It was well, perhaps, for Marie’s firmness, that the Queen’s appealing tone had given place to returning severity; it recalled the departing strength—the sinking energy—the power once more to endure! For several minutes there was no sound: Marie had buried her face in her hands, and remained—half kneeling, half crouching—on the cushion at the Queen’s feet, motionless as stone; and Isabella—internally as agitated as herself—was, under the veil of unbending sternness, struggling for control. The contending emotions sweeping over that frail woman-heart in that fearful period of indecision we pretend not to describe: again and again the terrible temptation came, to say but the desired word, and happiness was hers—such intense happiness, that her brain reeled beneath its thought of ecstasy; and again and again it was driven back by that thrilling voice—louder than ever in its call—to remain faithful to her God. It was a fearful contest; and when she did look up, Isabella started; so terribly was its index inscribed on those white and chiselled features.
She rose slowly, and stood before the Sovereign, her hands tightly clasped together, and the veins on her forehead raised like cords across it. Three times she tried to speak; but only unintelligible murmurs came, and her lips shook as with convulsion. “It is over,” she said at length, and her usually sweet voice sounded harsh and unnatural. “The weakness is conquered, gracious Sovereign, condemn, scorn, hate me as thou wilt, thou must: I must endure it till my heart breaks, and death brings release; but the word thou demandest I cannot speak!

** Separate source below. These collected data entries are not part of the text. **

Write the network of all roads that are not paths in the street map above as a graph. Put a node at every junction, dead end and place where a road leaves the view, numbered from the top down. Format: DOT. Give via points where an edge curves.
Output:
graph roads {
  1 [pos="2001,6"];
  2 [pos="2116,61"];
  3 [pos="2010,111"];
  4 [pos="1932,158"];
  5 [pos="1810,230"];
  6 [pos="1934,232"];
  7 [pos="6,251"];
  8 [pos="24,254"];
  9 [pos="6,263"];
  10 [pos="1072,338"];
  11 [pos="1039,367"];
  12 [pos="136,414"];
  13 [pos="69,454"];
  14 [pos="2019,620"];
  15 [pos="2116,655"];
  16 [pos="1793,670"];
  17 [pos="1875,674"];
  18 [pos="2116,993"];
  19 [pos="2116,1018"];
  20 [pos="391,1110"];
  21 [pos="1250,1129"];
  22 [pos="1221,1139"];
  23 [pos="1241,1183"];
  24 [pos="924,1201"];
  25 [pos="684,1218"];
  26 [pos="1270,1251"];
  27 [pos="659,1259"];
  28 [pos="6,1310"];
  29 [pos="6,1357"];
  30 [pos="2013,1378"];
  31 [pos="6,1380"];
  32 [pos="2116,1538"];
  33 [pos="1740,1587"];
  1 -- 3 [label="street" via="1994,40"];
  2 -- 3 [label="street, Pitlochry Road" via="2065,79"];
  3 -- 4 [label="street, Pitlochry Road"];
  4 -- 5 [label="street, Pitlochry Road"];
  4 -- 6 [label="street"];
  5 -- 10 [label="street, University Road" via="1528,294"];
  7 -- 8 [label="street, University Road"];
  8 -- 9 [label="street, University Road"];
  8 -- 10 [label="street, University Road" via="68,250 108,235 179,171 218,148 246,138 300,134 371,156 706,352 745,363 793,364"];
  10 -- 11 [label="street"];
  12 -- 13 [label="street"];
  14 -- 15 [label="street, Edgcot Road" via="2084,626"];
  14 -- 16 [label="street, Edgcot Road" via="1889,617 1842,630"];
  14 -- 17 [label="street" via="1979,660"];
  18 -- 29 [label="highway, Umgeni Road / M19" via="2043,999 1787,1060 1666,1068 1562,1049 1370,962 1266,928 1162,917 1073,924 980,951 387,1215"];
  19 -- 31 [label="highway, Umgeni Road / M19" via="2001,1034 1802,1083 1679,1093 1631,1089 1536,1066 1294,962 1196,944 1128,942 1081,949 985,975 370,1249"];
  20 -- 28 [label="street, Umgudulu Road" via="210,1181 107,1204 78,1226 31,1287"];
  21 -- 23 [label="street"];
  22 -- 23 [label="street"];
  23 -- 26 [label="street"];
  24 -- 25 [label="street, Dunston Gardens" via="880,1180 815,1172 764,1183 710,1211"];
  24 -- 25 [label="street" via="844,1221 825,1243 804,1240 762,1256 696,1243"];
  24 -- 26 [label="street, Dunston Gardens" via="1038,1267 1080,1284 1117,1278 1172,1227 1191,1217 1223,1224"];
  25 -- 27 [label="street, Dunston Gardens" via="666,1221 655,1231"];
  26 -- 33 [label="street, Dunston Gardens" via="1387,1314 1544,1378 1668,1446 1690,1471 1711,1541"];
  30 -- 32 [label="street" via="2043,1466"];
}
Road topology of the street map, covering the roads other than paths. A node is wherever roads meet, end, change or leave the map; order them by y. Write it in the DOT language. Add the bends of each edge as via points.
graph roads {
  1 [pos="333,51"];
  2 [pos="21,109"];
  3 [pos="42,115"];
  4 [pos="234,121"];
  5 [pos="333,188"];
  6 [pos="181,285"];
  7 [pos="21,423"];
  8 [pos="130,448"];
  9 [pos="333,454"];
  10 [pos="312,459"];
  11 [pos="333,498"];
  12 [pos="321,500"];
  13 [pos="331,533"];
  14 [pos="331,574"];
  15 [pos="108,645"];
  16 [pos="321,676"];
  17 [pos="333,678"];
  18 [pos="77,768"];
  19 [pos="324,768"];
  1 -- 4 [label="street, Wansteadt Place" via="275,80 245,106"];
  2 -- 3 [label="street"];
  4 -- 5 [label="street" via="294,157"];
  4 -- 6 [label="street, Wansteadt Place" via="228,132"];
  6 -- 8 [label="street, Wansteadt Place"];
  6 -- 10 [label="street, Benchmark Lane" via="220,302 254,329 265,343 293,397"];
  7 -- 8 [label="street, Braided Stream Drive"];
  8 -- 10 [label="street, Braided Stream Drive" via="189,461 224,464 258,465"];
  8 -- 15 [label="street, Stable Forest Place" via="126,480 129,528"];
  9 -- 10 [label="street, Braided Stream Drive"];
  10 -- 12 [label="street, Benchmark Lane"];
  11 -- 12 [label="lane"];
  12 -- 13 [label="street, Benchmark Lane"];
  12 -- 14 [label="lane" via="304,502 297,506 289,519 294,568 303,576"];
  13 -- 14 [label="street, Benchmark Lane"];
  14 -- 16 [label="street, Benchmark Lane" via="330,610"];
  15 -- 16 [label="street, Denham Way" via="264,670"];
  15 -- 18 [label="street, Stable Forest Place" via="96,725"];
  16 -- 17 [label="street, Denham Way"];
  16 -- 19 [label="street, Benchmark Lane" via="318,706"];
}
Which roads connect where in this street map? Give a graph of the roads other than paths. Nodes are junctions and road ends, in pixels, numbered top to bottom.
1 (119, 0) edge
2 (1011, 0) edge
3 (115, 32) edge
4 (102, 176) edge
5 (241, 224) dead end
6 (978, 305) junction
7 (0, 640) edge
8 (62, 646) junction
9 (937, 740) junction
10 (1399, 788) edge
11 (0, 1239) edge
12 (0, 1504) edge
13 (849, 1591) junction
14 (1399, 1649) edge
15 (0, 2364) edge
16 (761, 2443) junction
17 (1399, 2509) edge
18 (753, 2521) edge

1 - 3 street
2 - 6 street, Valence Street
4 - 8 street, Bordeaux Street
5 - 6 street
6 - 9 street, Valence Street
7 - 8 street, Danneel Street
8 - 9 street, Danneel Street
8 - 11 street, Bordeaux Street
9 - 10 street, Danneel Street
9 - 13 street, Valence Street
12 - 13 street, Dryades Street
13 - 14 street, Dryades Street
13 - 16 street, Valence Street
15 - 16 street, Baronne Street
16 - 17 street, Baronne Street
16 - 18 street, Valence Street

Thy favor, Arthur’s love, I resign them all! ’Tis the bidding of my God, and he will strengthen me to bear it. Imprison, torture, slay, with the lingering misery of a broken heart, but I cannot deny my faith!”
Disappointed, grieved, as she was at this unexpected reply, Isabella was too much an enthusiast in religion herself not to understand the feeling which dictated it; and much as she still abhorred the faith, the martyr spirit which could thus immolate the most fervid, the most passionate emotions of woman’s nature at the shrine of her God, stirred a sympathetic chord in her own heart, and so moved her, that the stern words she had intended to speak were choked within her.
“We must summon those then to whose charge we are pledged to commit thee,” she said with difficulty; and hastily rung a silver bell beside her. “We had hoped such would not have been needed; but, as it is—”
She paused abruptly; for the hangings were hastily pushed aside, and, instead of the stern figure of Torquemada, who was to have obeyed the signal, the Infanta Isabella eagerly entered; and ran up to the Queen, with childish and caressing glee at being permitted to rejoin her. The confessor—not imagining his presence would be needed, or that he would return to his post in time—had restlessly obeyed the summons of a brother prelate, and, in some important clerical details, forgot the mandate of his Sovereign.